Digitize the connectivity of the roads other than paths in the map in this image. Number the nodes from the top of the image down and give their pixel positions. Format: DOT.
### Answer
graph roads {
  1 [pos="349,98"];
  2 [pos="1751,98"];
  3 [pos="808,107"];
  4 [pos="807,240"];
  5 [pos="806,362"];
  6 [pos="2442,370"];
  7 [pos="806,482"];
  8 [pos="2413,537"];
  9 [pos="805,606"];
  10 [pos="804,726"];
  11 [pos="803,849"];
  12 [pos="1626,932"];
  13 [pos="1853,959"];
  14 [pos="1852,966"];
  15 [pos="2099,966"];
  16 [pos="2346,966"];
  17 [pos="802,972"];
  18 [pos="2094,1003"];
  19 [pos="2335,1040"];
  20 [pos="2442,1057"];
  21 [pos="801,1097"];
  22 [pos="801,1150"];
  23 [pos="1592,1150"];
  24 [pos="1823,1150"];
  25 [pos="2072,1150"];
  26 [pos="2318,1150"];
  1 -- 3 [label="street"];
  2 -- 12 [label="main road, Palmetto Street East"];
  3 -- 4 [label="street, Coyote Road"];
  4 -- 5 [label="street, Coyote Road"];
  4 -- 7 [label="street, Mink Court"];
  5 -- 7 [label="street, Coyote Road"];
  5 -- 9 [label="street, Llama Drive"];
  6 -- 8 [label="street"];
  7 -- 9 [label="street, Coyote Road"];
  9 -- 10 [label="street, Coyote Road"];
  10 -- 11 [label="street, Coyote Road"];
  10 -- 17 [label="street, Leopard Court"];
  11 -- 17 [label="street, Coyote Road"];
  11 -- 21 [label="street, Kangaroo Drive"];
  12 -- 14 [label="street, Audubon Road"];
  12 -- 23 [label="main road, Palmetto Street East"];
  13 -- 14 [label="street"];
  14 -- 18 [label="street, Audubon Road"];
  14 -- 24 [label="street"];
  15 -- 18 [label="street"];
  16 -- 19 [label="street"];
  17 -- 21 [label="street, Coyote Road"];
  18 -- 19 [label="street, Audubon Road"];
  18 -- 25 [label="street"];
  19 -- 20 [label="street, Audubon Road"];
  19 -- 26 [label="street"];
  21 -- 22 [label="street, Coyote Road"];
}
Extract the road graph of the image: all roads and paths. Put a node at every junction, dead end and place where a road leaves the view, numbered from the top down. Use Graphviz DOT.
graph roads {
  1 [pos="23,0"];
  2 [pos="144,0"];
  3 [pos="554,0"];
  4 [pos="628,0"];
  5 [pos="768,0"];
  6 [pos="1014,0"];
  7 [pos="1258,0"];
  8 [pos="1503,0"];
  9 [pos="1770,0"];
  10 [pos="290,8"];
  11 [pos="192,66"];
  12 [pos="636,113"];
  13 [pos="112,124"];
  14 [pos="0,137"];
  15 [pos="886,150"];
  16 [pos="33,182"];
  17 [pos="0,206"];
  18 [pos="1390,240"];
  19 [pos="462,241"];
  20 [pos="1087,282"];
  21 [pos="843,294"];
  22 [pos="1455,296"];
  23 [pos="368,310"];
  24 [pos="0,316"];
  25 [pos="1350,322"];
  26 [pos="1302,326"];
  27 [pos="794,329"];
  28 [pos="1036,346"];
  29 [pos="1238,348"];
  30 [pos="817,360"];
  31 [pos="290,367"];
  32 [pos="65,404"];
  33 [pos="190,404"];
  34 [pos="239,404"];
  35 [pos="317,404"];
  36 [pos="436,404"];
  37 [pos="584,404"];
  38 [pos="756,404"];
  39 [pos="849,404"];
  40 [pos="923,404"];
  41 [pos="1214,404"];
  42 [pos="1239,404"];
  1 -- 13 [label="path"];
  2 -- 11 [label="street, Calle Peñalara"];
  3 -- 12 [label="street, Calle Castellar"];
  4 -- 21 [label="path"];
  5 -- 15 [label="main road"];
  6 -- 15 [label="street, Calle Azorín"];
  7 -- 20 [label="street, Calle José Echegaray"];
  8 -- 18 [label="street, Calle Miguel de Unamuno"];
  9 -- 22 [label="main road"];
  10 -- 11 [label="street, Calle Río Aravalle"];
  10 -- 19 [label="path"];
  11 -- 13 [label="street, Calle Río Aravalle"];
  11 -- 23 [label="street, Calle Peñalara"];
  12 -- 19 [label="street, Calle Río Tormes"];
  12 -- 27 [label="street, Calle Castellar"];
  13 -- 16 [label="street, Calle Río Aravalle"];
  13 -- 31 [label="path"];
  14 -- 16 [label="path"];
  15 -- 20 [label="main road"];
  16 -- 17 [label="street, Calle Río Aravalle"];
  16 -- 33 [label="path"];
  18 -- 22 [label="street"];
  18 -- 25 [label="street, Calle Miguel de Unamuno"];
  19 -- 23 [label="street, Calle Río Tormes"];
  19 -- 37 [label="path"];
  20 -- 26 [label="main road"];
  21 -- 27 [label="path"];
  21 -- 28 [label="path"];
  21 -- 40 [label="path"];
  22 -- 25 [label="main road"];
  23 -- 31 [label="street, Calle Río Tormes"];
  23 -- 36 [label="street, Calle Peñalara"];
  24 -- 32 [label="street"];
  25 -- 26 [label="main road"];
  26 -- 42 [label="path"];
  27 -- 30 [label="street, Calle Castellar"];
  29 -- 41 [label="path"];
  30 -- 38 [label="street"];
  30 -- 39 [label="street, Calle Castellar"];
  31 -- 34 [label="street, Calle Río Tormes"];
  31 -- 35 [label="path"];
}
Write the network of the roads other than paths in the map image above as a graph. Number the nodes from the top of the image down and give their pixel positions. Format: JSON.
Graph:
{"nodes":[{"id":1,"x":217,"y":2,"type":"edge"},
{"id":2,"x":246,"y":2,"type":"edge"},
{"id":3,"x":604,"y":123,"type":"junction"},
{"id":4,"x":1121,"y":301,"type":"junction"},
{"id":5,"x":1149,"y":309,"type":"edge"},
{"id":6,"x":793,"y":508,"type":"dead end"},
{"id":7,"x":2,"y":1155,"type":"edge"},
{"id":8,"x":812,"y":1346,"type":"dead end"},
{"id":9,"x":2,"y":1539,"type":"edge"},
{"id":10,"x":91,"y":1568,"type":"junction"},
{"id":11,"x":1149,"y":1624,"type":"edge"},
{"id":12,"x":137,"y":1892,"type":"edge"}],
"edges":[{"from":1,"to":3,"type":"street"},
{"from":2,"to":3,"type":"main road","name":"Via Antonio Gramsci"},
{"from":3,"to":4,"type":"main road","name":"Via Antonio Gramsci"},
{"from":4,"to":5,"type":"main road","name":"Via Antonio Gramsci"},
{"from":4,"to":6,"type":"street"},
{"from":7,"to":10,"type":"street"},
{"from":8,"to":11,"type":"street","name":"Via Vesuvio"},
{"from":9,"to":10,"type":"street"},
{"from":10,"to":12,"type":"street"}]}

---*---

**Required action**
In the lines above, locate the string "Coyote". Copy every line where it occurs.

**Result of this exercise**
  3 -- 4 [label="street, Coyote Road"];
  4 -- 5 [label="street, Coyote Road"];
  5 -- 7 [label="street, Coyote Road"];
  7 -- 9 [label="street, Coyote Road"];
  9 -- 10 [label="street, Coyote Road"];
  10 -- 11 [label="street, Coyote Road"];
  11 -- 17 [label="street, Coyote Road"];
  17 -- 21 [label="street, Coyote Road"];
  21 -- 22 [label="street, Coyote Road"];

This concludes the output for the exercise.